(Exercise brief): The records below are to be restated word for word; their pictures are not.

(Stored data)
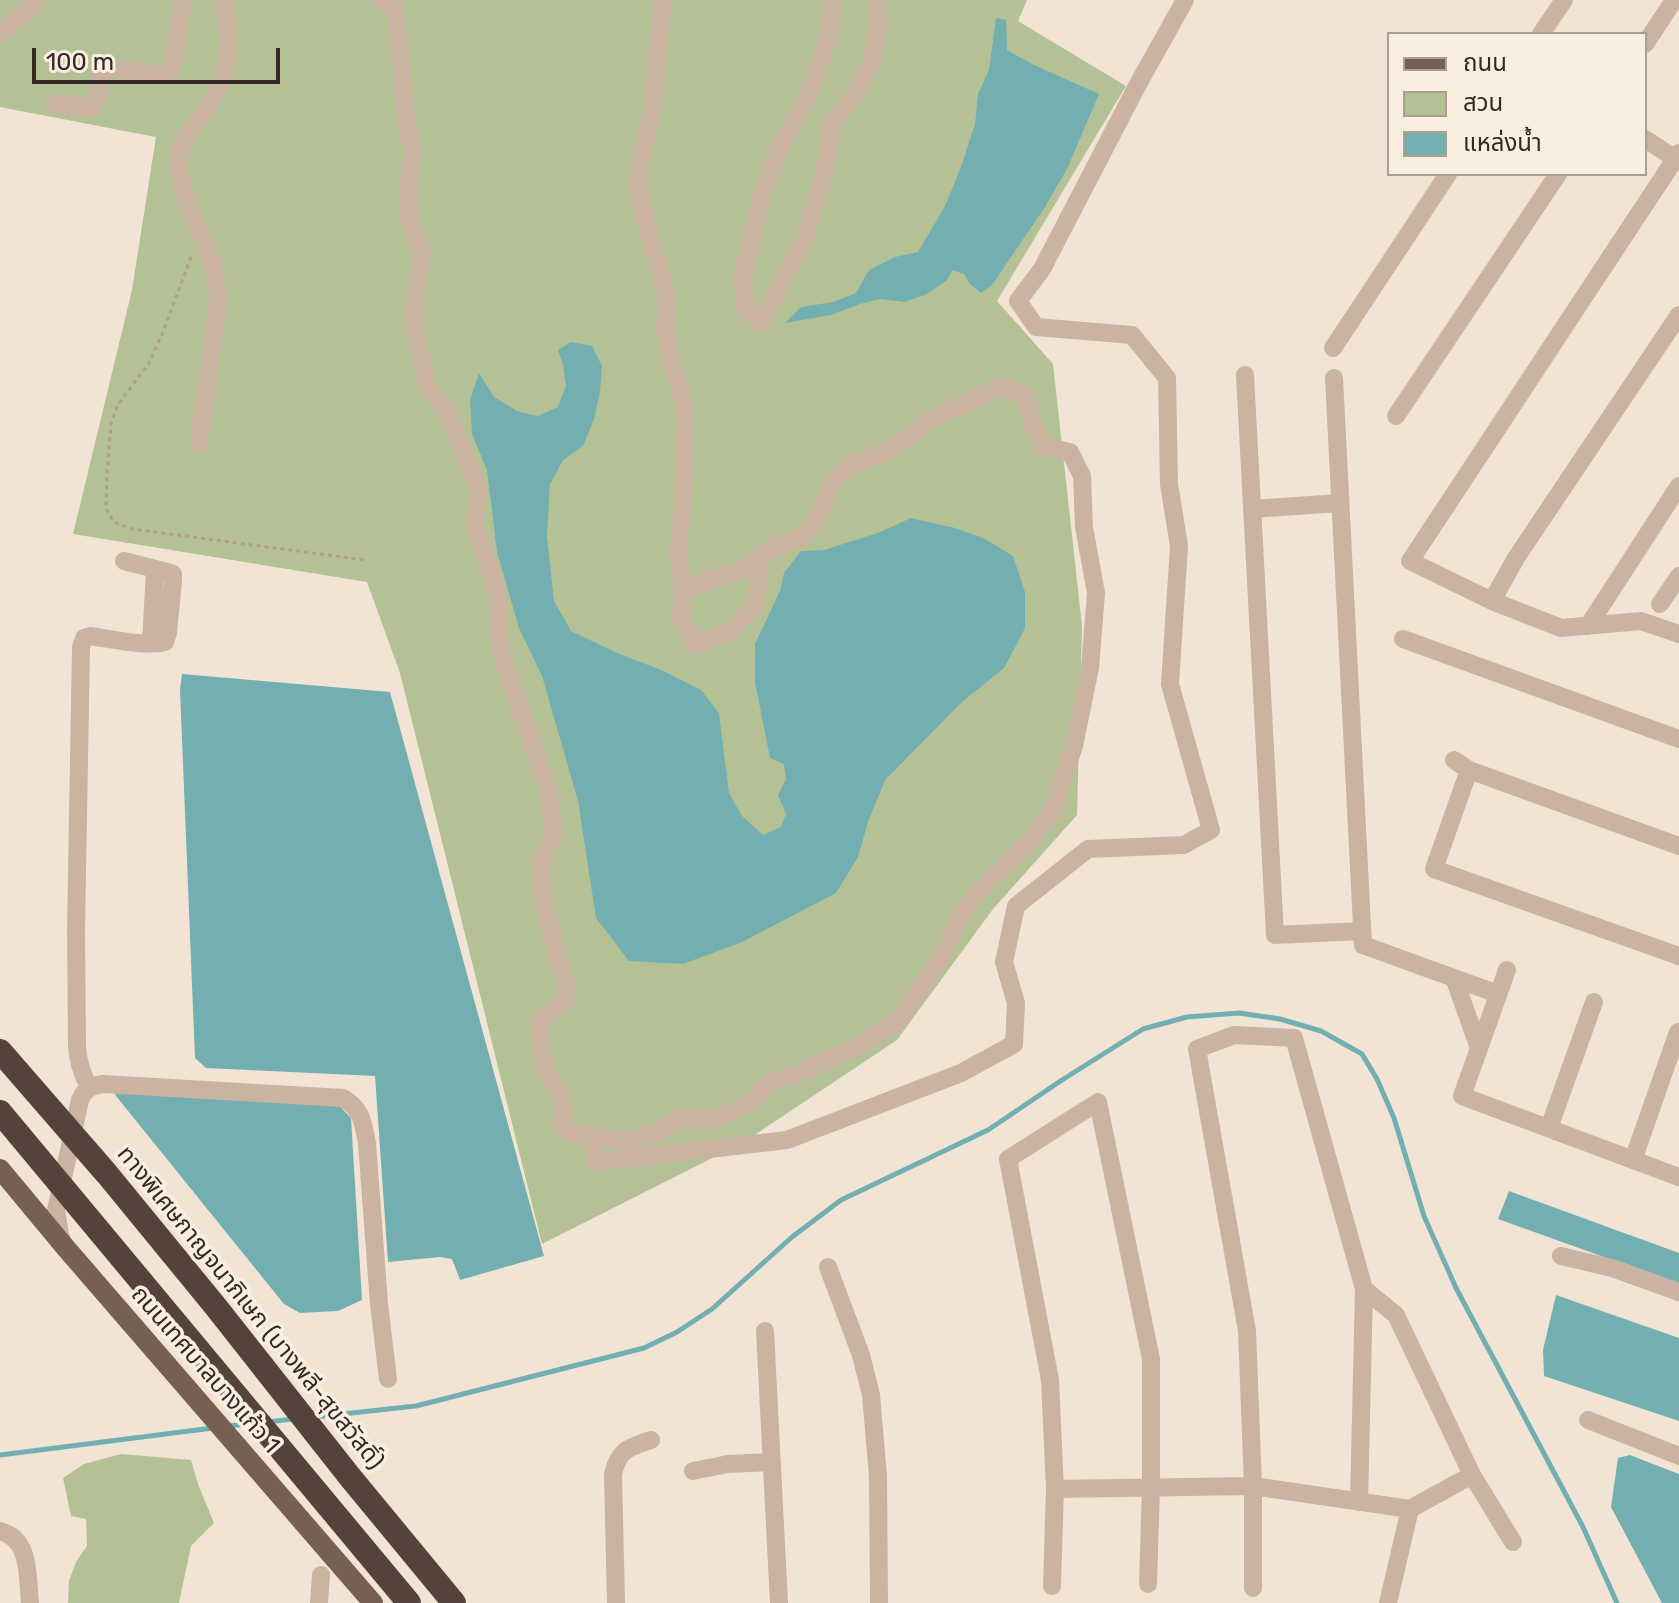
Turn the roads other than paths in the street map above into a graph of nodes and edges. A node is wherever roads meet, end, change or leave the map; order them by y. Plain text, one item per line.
1 (34, 0) edge
2 (183, 0) edge
3 (224, 0) edge
4 (380, 0) edge
5 (663, 0) edge
6 (832, 0) edge
7 (876, 0) edge
8 (1185, 0) edge
9 (1564, 0) edge
10 (1674, 0) edge
11 (1542, 32) edge
12 (0, 33) edge
13 (1647, 41) edge
14 (55, 103) dead end
15 (1647, 140) edge
16 (1678, 158) edge
17 (1447, 176) edge
18 (1557, 176) edge
19 (1679, 315) edge
20 (1333, 348) dead end
21 (1245, 375) dead end
22 (1334, 378) dead end
23 (1396, 416) dead end
24 (199, 444) dead end
25 (1679, 486) edge
26 (1340, 503) junction
27 (1252, 509) junction
28 (761, 557) junction
29 (124, 561) dead end
30 (1679, 576) edge
31 (683, 592) junction
32 (1492, 601) junction
33 (1660, 604) dead end
34 (1588, 626) junction
35 (1679, 634) edge
36 (1403, 639) dead end
37 (1679, 739) edge
38 (1679, 846) edge
39 (1362, 931) junction
40 (1679, 956) edge
41 (1507, 970) dead end
42 (1454, 978) junction
43 (1498, 994) junction
44 (1594, 1002) dead end
45 (1678, 1032) edge
46 (1479, 1048) junction
47 (0, 1051) edge
48 (89, 1087) junction
49 (0, 1112) edge
50 (1549, 1128) junction
51 (589, 1136) junction
52 (1633, 1160) junction
53 (0, 1169) edge
54 (1679, 1177) edge
55 (65, 1247) junction
56 (1561, 1256) dead end
57 (828, 1267) dead end
58 (1364, 1289) junction
59 (1679, 1292) edge
60 (765, 1331) dead end
61 (388, 1379) dead end
62 (1588, 1420) dead end
63 (651, 1440) dead end
64 (1679, 1456) edge
65 (772, 1462) junction
66 (693, 1471) dead end
67 (1472, 1475) junction
68 (1253, 1486) junction
69 (1151, 1487) junction
70 (1055, 1489) junction
71 (1359, 1502) junction
72 (1410, 1509) junction
73 (0, 1531) edge
74 (1513, 1542) dead end
75 (321, 1575) dead end
76 (1148, 1584) dead end
77 (1052, 1586) dead end
78 (1253, 1588) dead end
79 (30, 1603) edge
80 (319, 1603) edge
81 (373, 1603) edge
82 (409, 1603) edge
83 (454, 1603) edge
84 (616, 1603) edge
85 (779, 1603) edge
86 (879, 1603) edge
87 (1388, 1603) edge

1 - 12 street
2 - 14 street
3 - 24 street
4 - 51 street
5 - 31 street
6 - 7 street
8 - 51 street
9 - 11 street
10 - 13 street
15 - 16 street
16 - 32 street
17 - 20 street
18 - 23 street
19 - 32 street
21 - 27 street
22 - 26 street
25 - 34 street
26 - 27 street
26 - 39 street
27 - 39 street
28 - 31 street
28 - 31 street
28 - 51 street
29 - 48 street
30 - 33 street
32 - 34 street
34 - 35 street
36 - 37 street
38 - 40 street
39 - 42 street
41 - 43 street
42 - 43 street
42 - 46 street
43 - 46 street
44 - 50 street
45 - 52 street
46 - 50 street
47 - 83 highway, ทางพิเศษกาญจนาภิเษก (บางพลี-สุขสวัสดิ์), bridge
48 - 55 street
48 - 61 street
49 - 82 highway, bridge
50 - 52 street
52 - 54 street
53 - 55 main road, ถนนเทศบาลบางแก้ว 1
55 - 81 main road, ถนนเทศบาลบางแก้ว 1
56 - 59 street
57 - 86 street
58 - 67 street
58 - 68 street
58 - 71 street
60 - 65 street
62 - 64 street
63 - 84 street
65 - 66 street
65 - 85 street
67 - 72 street
67 - 74 street
68 - 69 street
68 - 71 street
68 - 78 street
69 - 70 street
69 - 70 street
69 - 76 street
70 - 77 street
71 - 72 street
72 - 87 street
73 - 79 street
75 - 80 street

(Solution for this exercise):
Turn the roads other than paths in the street map above into a graph of nodes and edges. A node is wherever roads meet, end, change or leave the map; order them by y. Plain text, one item per line.
1 (34, 0) edge
2 (183, 0) edge
3 (224, 0) edge
4 (380, 0) edge
5 (663, 0) edge
6 (832, 0) edge
7 (876, 0) edge
8 (1185, 0) edge
9 (1564, 0) edge
10 (1674, 0) edge
11 (1542, 32) edge
12 (0, 33) edge
13 (1647, 41) edge
14 (55, 103) dead end
15 (1647, 140) edge
16 (1678, 158) edge
17 (1447, 176) edge
18 (1557, 176) edge
19 (1679, 315) edge
20 (1333, 348) dead end
21 (1245, 375) dead end
22 (1334, 378) dead end
23 (1396, 416) dead end
24 (199, 444) dead end
25 (1679, 486) edge
26 (1340, 503) junction
27 (1252, 509) junction
28 (761, 557) junction
29 (124, 561) dead end
30 (1679, 576) edge
31 (683, 592) junction
32 (1492, 601) junction
33 (1660, 604) dead end
34 (1588, 626) junction
35 (1679, 634) edge
36 (1403, 639) dead end
37 (1679, 739) edge
38 (1679, 846) edge
39 (1362, 931) junction
40 (1679, 956) edge
41 (1507, 970) dead end
42 (1454, 978) junction
43 (1498, 994) junction
44 (1594, 1002) dead end
45 (1678, 1032) edge
46 (1479, 1048) junction
47 (0, 1051) edge
48 (89, 1087) junction
49 (0, 1112) edge
50 (1549, 1128) junction
51 (589, 1136) junction
52 (1633, 1160) junction
53 (0, 1169) edge
54 (1679, 1177) edge
55 (65, 1247) junction
56 (1561, 1256) dead end
57 (828, 1267) dead end
58 (1364, 1289) junction
59 (1679, 1292) edge
60 (765, 1331) dead end
61 (388, 1379) dead end
62 (1588, 1420) dead end
63 (651, 1440) dead end
64 (1679, 1456) edge
65 (772, 1462) junction
66 (693, 1471) dead end
67 (1472, 1475) junction
68 (1253, 1486) junction
69 (1151, 1487) junction
70 (1055, 1489) junction
71 (1359, 1502) junction
72 (1410, 1509) junction
73 (0, 1531) edge
74 (1513, 1542) dead end
75 (321, 1575) dead end
76 (1148, 1584) dead end
77 (1052, 1586) dead end
78 (1253, 1588) dead end
79 (30, 1603) edge
80 (319, 1603) edge
81 (373, 1603) edge
82 (409, 1603) edge
83 (454, 1603) edge
84 (616, 1603) edge
85 (779, 1603) edge
86 (879, 1603) edge
87 (1388, 1603) edge

1 - 12 street
2 - 14 street
3 - 24 street
4 - 51 street
5 - 31 street
6 - 7 street
8 - 51 street
9 - 11 street
10 - 13 street
15 - 16 street
16 - 32 street
17 - 20 street
18 - 23 street
19 - 32 street
21 - 27 street
22 - 26 street
25 - 34 street
26 - 27 street
26 - 39 street
27 - 39 street
28 - 31 street
28 - 31 street
28 - 51 street
29 - 48 street
30 - 33 street
32 - 34 street
34 - 35 street
36 - 37 street
38 - 40 street
39 - 42 street
41 - 43 street
42 - 43 street
42 - 46 street
43 - 46 street
44 - 50 street
45 - 52 street
46 - 50 street
47 - 83 highway, ทางพิเศษกาญจนาภิเษก (บางพลี-สุขสวัสดิ์), bridge
48 - 55 street
48 - 61 street
49 - 82 highway, bridge
50 - 52 street
52 - 54 street
53 - 55 main road, ถนนเทศบาลบางแก้ว 1
55 - 81 main road, ถนนเทศบาลบางแก้ว 1
56 - 59 street
57 - 86 street
58 - 67 street
58 - 68 street
58 - 71 street
60 - 65 street
62 - 64 street
63 - 84 street
65 - 66 street
65 - 85 street
67 - 72 street
67 - 74 street
68 - 69 street
68 - 71 street
68 - 78 street
69 - 70 street
69 - 70 street
69 - 76 street
70 - 77 street
71 - 72 street
72 - 87 street
73 - 79 street
75 - 80 street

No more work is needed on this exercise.